--- RECORDS TO USE ---

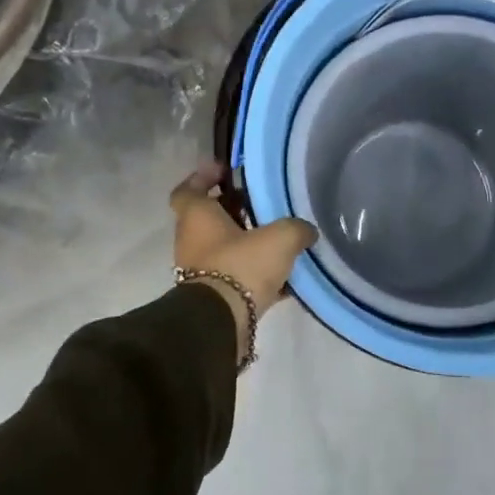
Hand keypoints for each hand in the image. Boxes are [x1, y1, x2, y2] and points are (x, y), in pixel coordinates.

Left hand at [170, 163, 316, 355]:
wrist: (221, 323)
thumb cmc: (241, 266)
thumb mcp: (280, 238)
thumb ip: (296, 228)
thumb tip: (306, 231)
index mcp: (197, 217)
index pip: (188, 190)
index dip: (203, 177)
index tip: (224, 171)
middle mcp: (191, 240)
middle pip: (208, 217)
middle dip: (232, 208)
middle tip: (261, 203)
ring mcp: (199, 270)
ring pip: (222, 247)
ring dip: (244, 240)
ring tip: (276, 237)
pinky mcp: (213, 296)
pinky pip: (233, 274)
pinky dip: (252, 271)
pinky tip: (282, 276)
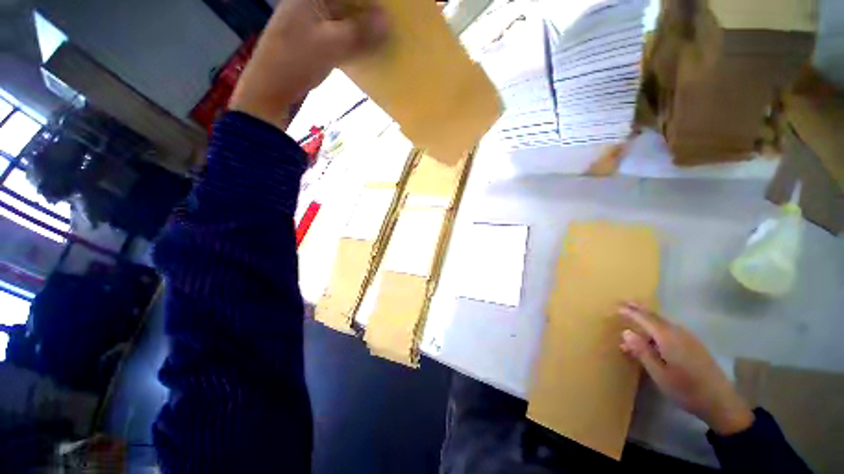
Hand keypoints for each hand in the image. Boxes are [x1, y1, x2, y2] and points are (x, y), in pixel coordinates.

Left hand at [229, 0, 387, 129]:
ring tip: (383, 37)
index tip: (388, 11)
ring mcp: (310, 21)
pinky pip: (339, 34)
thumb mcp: (332, 45)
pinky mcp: (313, 40)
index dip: (370, 3)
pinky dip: (353, 41)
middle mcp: (310, 2)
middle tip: (389, 24)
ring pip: (344, 19)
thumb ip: (360, 32)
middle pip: (346, 3)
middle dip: (369, 13)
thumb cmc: (297, 61)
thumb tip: (388, 22)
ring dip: (363, 28)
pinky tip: (366, 49)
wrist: (271, 88)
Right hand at [618, 302, 754, 435]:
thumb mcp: (659, 374)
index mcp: (668, 338)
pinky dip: (657, 326)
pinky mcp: (694, 345)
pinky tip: (654, 333)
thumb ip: (642, 351)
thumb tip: (625, 332)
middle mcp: (678, 333)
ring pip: (663, 322)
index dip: (629, 312)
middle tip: (623, 303)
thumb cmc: (686, 390)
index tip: (615, 306)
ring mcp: (688, 338)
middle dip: (638, 309)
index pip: (644, 318)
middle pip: (655, 316)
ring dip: (648, 317)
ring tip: (635, 315)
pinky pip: (671, 329)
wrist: (721, 402)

---

### TASK DIRECTIONS
In the copy, include no pictures; otherwise transcribe the entries exactly.

### RESPONSE
Hand keypoints for each hand in the image. Boxes are [x1, y1, x2, y2] and points are (x, y), in pixel coordinates.

Left hand at [170, 163, 316, 355]:
wrist: (221, 323)
thumb cmc: (241, 266)
thumb mcp: (280, 238)
thumb ip: (296, 228)
thumb tip: (306, 231)
index mcp: (197, 217)
index pip: (188, 190)
index dip: (203, 177)
index tip: (224, 171)
middle mcp: (191, 240)
middle pip: (208, 217)
middle dip: (232, 208)
middle tip: (261, 203)
ring mcp: (199, 270)
ring pip: (222, 247)
ring dip: (244, 240)
ring tip: (276, 237)
pinky mcp: (213, 296)
pinky pip: (233, 274)
pinky dip: (252, 271)
pinky tip: (282, 276)
Hand keypoints for each hand in the image. Boxes are [x1, y1, x2, y2] and points are (x, y), in pixel coordinates.

Left hand at [229, 0, 387, 129]:
ring tip: (383, 37)
index tip: (388, 11)
ring mcp: (310, 21)
pinky pip: (339, 34)
thumb mcp: (332, 45)
pinky mcp: (313, 40)
index dip: (370, 3)
pinky dip: (353, 41)
middle mcp: (310, 2)
middle tip: (389, 24)
ring pip: (344, 19)
thumb ip: (360, 32)
middle pip: (346, 3)
middle dip: (369, 13)
thumb cmc: (297, 61)
thumb tip: (388, 22)
ring dip: (363, 28)
pinky tip: (366, 49)
wrist: (271, 88)
Right hand at [618, 302, 754, 435]:
thumb mcp: (659, 374)
index mcp: (668, 338)
pinky dip: (657, 326)
pinky mcp: (694, 345)
pinky tip: (654, 333)
thumb ip: (642, 351)
thumb tip: (625, 332)
middle mcp: (678, 333)
ring pip: (663, 322)
index dip: (629, 312)
middle tip: (623, 303)
thumb cmc: (686, 390)
index tip: (615, 306)
ring mcp: (688, 338)
middle dip: (638, 309)
index pip: (644, 318)
middle pip: (655, 316)
ring dip: (648, 317)
ring tip: (635, 315)
pinky pip: (671, 329)
wrist: (721, 402)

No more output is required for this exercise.